→ YOUR ASSIGNMENT
Copy the result of filtering the entries below for lines that include the string "main".

→ DATASET ENTRIES
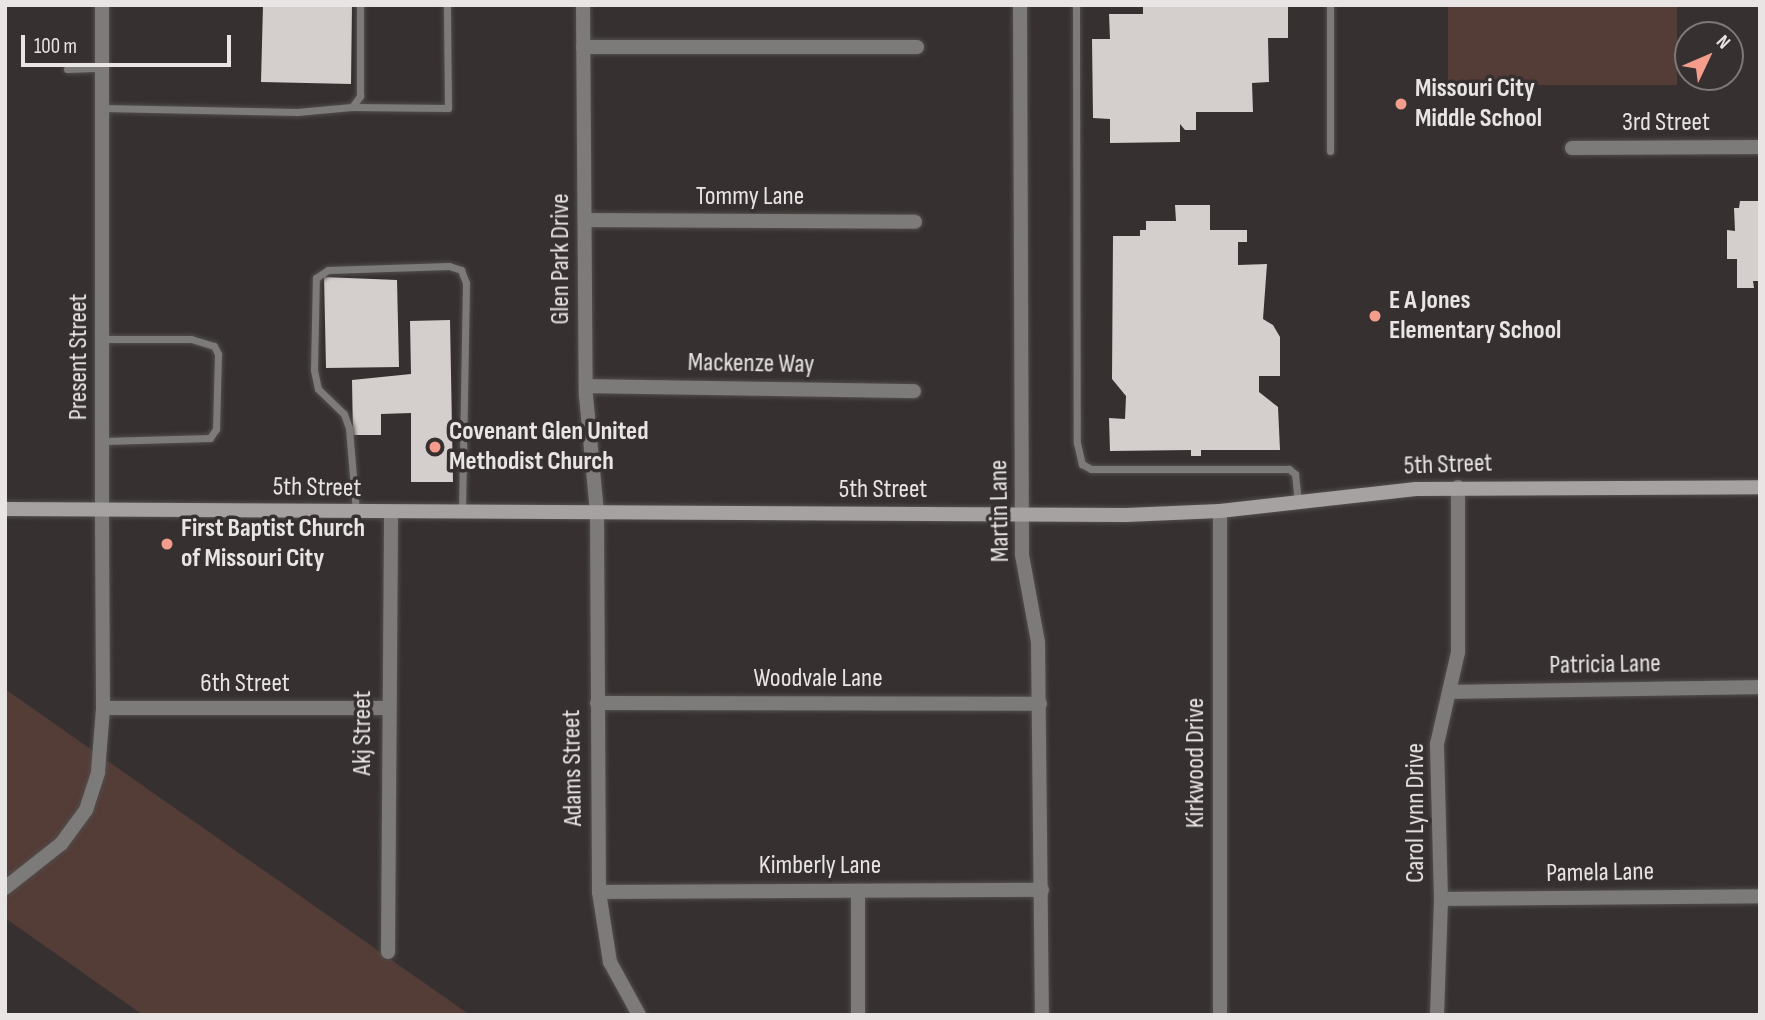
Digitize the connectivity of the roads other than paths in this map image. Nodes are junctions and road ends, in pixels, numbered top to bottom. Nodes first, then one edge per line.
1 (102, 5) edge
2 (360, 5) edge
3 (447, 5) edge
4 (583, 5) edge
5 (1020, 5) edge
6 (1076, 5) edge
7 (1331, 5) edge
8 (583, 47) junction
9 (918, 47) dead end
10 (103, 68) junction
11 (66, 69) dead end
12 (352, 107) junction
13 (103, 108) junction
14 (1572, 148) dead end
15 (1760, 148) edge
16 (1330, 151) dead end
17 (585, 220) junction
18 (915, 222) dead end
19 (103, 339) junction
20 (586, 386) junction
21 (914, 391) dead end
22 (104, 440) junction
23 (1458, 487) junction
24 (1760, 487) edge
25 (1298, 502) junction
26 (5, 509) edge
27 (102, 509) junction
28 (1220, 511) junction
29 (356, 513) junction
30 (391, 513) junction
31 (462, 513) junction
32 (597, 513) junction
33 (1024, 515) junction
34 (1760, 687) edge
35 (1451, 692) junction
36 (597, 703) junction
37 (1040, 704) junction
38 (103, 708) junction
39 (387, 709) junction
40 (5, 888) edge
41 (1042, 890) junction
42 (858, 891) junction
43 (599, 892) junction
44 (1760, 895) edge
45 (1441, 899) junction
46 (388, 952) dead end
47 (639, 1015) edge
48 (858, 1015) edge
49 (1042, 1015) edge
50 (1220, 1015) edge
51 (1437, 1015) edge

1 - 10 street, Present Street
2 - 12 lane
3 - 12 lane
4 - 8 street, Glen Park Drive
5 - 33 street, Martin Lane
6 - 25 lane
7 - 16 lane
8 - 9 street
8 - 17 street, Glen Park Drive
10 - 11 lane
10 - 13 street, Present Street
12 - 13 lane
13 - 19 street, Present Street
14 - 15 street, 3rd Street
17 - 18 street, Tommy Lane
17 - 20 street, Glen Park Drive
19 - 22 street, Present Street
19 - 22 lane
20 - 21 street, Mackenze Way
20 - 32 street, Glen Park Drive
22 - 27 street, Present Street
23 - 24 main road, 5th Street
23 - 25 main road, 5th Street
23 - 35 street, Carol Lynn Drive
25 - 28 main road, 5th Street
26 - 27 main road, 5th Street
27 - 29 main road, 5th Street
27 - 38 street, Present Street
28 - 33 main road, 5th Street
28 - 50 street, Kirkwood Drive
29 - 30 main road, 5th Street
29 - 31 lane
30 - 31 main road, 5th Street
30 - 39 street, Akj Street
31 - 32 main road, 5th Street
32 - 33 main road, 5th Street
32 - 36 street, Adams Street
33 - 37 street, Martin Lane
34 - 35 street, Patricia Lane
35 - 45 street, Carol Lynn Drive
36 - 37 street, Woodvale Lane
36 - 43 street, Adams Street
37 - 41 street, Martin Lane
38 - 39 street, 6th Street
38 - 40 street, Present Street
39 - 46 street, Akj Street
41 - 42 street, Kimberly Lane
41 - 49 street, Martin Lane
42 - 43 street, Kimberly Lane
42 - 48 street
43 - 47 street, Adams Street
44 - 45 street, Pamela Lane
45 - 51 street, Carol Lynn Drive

→ ANSWER TO THE PROBLEM
23 - 24 main road, 5th Street
23 - 25 main road, 5th Street
25 - 28 main road, 5th Street
26 - 27 main road, 5th Street
27 - 29 main road, 5th Street
28 - 33 main road, 5th Street
29 - 30 main road, 5th Street
30 - 31 main road, 5th Street
31 - 32 main road, 5th Street
32 - 33 main road, 5th Street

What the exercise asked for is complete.